Plus largement, EELV ne pourra pas à la fois soutenir la croissance verte et la décroissance choisie ; elle ne pourra pas soutenir la politique européenne de Macron et des Verts allemands. Le grand écart, le double langage, les postures ni droite ni gauche, au nom d’une écologie centriste se paieront à un moment ou un autre et les Pompili, De Rugy, Canfin, et Cohn-Bendit seront rejoints par de nouveaux apôtres d’une « écologie des petits pas « positive », « responsable », « raisonnable ». EELV sera confronté à l’impossibilité dans le monde d’aujourd’hui d’avoir du « grain à moudre » pour la transformation écologique alors que de la Sibérie à l’Amazonie, le monde s’effondre. Faute d’assumer une écologie de rupture, le municipalisme d’EELV se transformera en pâle imitation du municipalisme social-démocrate du PS des années 70, gérant les pistes cyclables et la nourriture bio dans les cantines, privilégiant sa clientèle des centre villes par rapport aux classes populaires des périphéries loin du communalisme de Murray Bookchin, loin du pouvoir populaire et de l’autogestion citoyenne.

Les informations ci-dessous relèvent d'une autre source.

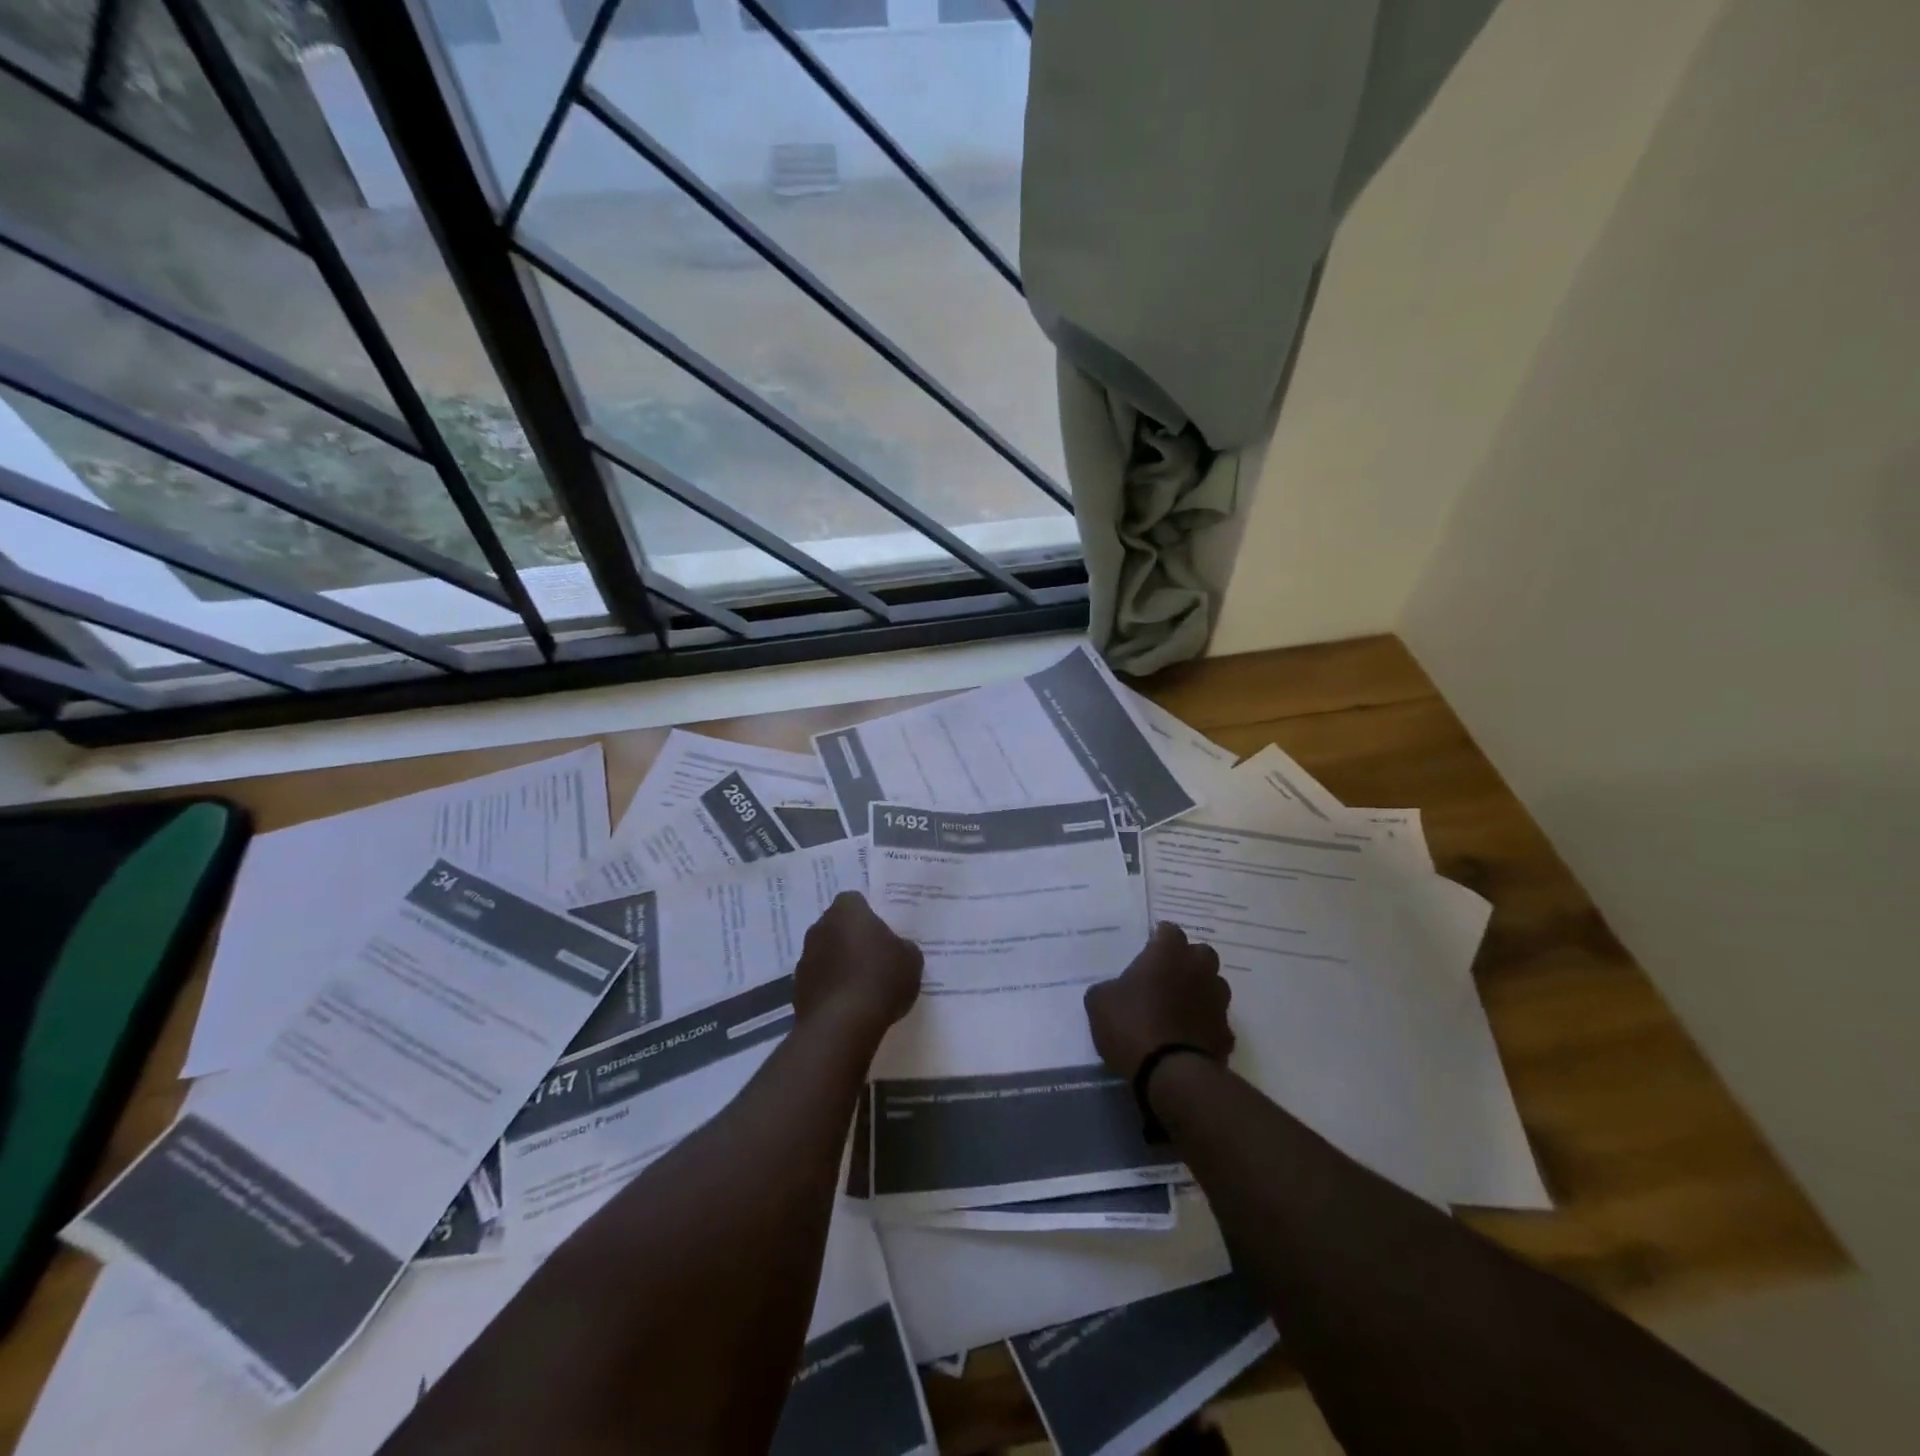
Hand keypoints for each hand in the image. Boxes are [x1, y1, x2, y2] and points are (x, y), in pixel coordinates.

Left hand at [794, 891, 922, 1042]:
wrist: (842, 1025)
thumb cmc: (880, 980)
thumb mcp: (910, 960)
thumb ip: (904, 947)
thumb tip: (898, 948)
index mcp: (847, 911)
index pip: (855, 901)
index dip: (869, 916)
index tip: (882, 933)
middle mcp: (820, 927)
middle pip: (838, 926)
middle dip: (852, 938)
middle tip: (875, 957)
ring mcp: (805, 957)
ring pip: (826, 953)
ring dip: (839, 964)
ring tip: (862, 986)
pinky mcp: (797, 988)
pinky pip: (819, 980)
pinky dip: (830, 988)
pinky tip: (848, 1005)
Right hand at [1085, 922, 1233, 1079]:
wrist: (1171, 1074)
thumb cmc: (1132, 1025)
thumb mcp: (1099, 1003)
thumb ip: (1107, 989)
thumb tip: (1111, 991)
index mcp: (1167, 954)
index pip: (1169, 930)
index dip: (1158, 939)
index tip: (1147, 950)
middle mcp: (1198, 970)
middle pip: (1200, 953)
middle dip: (1187, 960)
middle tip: (1166, 976)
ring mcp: (1217, 1002)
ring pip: (1214, 985)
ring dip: (1200, 991)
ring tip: (1179, 1007)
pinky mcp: (1226, 1033)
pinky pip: (1216, 1021)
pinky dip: (1205, 1025)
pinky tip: (1189, 1038)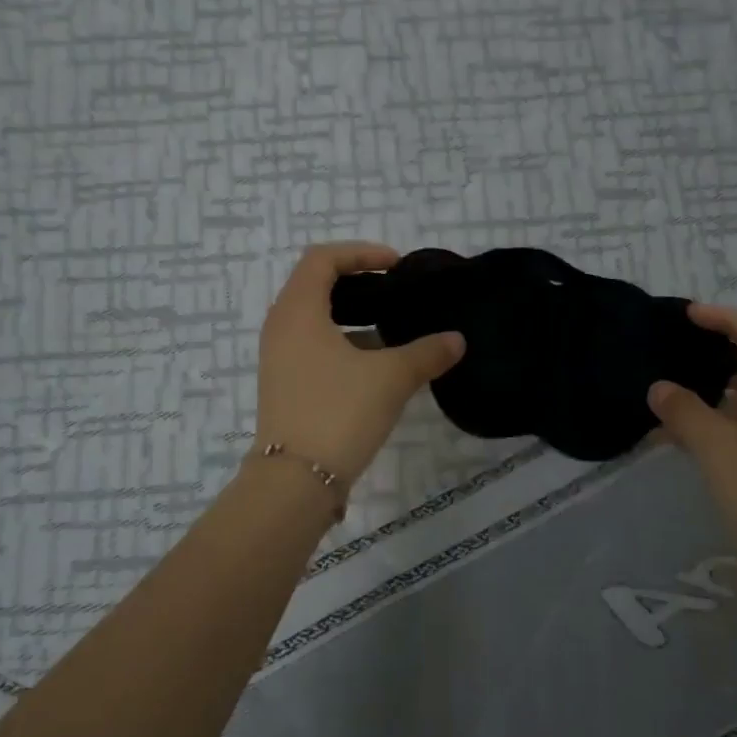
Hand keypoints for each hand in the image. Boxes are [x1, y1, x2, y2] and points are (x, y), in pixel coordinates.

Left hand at [254, 242, 464, 486]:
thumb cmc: (339, 412)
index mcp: (298, 311)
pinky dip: (342, 340)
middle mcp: (281, 327)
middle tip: (394, 290)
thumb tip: (457, 340)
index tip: (395, 266)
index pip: (322, 258)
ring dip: (351, 313)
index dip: (360, 252)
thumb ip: (427, 353)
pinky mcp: (284, 384)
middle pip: (315, 284)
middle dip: (357, 281)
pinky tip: (375, 363)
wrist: (295, 483)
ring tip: (390, 326)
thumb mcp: (391, 378)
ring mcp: (279, 357)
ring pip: (315, 317)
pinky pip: (313, 344)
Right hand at [647, 303, 736, 577]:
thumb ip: (685, 411)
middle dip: (719, 356)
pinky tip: (676, 431)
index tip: (689, 316)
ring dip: (713, 394)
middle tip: (676, 348)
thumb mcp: (720, 450)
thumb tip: (657, 387)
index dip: (729, 319)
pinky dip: (716, 425)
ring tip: (669, 389)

Dans l’immédiat PEPS soutiendra les élu-e-s et militant-e-s EELV attaqué-e-s par l’extrême droite, la droite, les médias et l’Etat ; Nous condamnons notamment les manifestations indignes de syndicats de policiers contre le Maire de Colombes.

Nous les soutiendrons aussi face au PS à Paris dans l’affaire Girard comme à Grenoble, dans l’alliance du PS et de la droite pour maintenir son petit pouvoir à la métropole contre Eric Piolle.

Les écologistes de rupture ne lâcheront rien car ils savent que quand on met le doigt dans cet engrenage des récupérations, de la résignation, des petits arrangements entre amis, on y met le bras, la tête et le reste du corps mais d’abord son projet et ses convictions.